Quizás nuestra dimensión humana es medida cada mañana para devolvernos al mundo de los vivos, quizás la luz intenta reconstruirnos con su siempre inseparable compañera y cómplice: la sombra.
Nos animamos al ver la dimensión que alcanzamos al confrontarla, al intersecar sus designios con nuestro deseo de habitar, al caminar por la estancia nos revela también la vida de los objetos que acompañan la desgastada rutina, haciéndonos testigos de nuestra propia vida.
Así se instaura en cada mañana y funda un nuevo hogar, se acomoda y al final de la tarde cuando su sombra se echa a nuestros pies a manera de ofrenda y se recuesta sobre nuestra vida es cuando sentimos que habitamos.
El tiempo acusa la superficie, persigue las horas, finge -a veces- que nuestra sombra cae dos veces (y de la misma manera) sobre la misma superficie, pero es el suelo -cómplice de nuestros pasos- quien decide recibirla y revelar como las juntas se ven más profundas, como las señas de la vida sobre nuestra piel.
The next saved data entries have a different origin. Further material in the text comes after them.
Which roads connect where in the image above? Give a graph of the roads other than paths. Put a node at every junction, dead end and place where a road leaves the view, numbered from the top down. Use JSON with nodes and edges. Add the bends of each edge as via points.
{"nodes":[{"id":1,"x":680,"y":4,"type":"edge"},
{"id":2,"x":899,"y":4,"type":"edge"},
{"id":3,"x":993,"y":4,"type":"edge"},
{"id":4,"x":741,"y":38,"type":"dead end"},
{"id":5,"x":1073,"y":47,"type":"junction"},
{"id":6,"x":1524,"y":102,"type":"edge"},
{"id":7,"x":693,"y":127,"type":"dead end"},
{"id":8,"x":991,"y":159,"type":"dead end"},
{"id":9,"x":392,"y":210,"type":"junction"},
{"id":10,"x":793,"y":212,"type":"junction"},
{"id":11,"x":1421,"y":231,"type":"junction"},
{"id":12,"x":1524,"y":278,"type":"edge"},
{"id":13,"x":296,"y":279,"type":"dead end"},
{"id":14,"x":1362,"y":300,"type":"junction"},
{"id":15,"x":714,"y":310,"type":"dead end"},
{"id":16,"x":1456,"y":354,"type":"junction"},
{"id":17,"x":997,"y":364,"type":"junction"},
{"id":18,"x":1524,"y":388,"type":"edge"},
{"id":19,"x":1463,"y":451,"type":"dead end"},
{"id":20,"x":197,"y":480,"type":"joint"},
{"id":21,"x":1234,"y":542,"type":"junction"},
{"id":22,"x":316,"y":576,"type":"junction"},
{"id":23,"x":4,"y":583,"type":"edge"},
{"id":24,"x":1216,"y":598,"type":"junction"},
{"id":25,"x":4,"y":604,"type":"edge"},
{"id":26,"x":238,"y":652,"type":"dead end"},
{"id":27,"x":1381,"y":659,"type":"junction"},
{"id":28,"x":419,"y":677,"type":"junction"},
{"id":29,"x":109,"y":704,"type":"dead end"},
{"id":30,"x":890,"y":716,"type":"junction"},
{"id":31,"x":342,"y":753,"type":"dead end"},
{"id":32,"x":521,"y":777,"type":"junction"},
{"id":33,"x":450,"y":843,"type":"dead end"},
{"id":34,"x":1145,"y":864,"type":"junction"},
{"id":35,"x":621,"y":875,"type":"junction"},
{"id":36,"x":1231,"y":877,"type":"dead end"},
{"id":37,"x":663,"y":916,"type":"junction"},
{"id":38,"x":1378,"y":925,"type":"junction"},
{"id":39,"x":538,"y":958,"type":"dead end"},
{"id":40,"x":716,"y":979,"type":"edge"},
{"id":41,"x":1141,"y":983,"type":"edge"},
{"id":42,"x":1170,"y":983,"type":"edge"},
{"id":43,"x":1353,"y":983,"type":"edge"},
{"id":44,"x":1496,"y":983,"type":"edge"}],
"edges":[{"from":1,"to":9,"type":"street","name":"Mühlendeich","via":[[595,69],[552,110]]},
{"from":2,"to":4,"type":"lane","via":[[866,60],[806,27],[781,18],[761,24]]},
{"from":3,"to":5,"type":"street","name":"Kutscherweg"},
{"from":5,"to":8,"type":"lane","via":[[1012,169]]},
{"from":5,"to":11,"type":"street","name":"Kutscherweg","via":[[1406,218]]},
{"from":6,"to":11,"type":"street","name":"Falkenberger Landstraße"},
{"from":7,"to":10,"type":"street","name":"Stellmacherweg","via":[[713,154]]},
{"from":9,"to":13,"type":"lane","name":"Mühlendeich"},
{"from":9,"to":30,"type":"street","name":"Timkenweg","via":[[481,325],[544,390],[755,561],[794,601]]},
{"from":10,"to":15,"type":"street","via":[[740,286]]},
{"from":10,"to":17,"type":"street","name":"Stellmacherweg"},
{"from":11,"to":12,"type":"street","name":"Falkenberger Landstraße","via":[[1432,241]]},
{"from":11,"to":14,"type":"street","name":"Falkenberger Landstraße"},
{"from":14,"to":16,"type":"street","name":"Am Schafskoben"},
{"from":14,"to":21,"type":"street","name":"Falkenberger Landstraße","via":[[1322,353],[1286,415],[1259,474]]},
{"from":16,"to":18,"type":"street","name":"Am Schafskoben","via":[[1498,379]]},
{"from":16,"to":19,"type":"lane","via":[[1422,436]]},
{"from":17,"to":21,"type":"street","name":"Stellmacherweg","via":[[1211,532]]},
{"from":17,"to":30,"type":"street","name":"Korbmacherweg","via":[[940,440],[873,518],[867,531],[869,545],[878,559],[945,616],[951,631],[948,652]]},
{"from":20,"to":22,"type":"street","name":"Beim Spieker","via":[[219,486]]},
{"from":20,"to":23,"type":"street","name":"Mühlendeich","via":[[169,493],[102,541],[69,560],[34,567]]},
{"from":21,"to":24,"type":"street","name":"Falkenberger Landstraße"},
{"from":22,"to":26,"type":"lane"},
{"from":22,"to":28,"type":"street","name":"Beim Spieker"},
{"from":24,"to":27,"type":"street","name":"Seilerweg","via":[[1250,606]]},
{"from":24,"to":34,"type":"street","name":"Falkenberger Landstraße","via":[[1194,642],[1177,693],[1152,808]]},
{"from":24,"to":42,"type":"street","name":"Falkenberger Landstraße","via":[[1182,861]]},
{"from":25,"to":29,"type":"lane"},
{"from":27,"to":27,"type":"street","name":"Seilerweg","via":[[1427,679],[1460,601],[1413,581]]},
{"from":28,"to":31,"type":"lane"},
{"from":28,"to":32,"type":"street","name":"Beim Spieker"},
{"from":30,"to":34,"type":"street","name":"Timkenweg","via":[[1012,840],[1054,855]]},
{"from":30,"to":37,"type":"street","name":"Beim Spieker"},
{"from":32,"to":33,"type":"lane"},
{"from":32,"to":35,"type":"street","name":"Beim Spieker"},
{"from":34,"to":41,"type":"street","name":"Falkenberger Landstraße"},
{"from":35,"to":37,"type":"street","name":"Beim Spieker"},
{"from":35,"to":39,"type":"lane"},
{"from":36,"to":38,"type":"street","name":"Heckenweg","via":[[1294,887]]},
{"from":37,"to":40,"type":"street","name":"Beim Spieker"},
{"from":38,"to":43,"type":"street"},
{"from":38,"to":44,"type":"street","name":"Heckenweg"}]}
Es la luz del tiempo quien nos señala constantemente, a veces arrojándonos el sol despiadadamente sobre nosotros, apareciendo oculto detrás de un pilar circular de concreto; pero es el tiempo quien revela finalmente la firmeza de nuestra hechura, el material del que estamos hechos, las señas de la fortaleza de nuestra lucha, y las huellas que dejamos al habitar. Pero también es la sombra quien da vida a esa inquietud, es ella quien en su extensión termina por adoptarnos, revelar que somos parte de ese mundo creado por nosotros mismos; ese al que asistimos como actores sobre el escenario de nuestras vidas para mostramos un día que hemos dejado de habitar.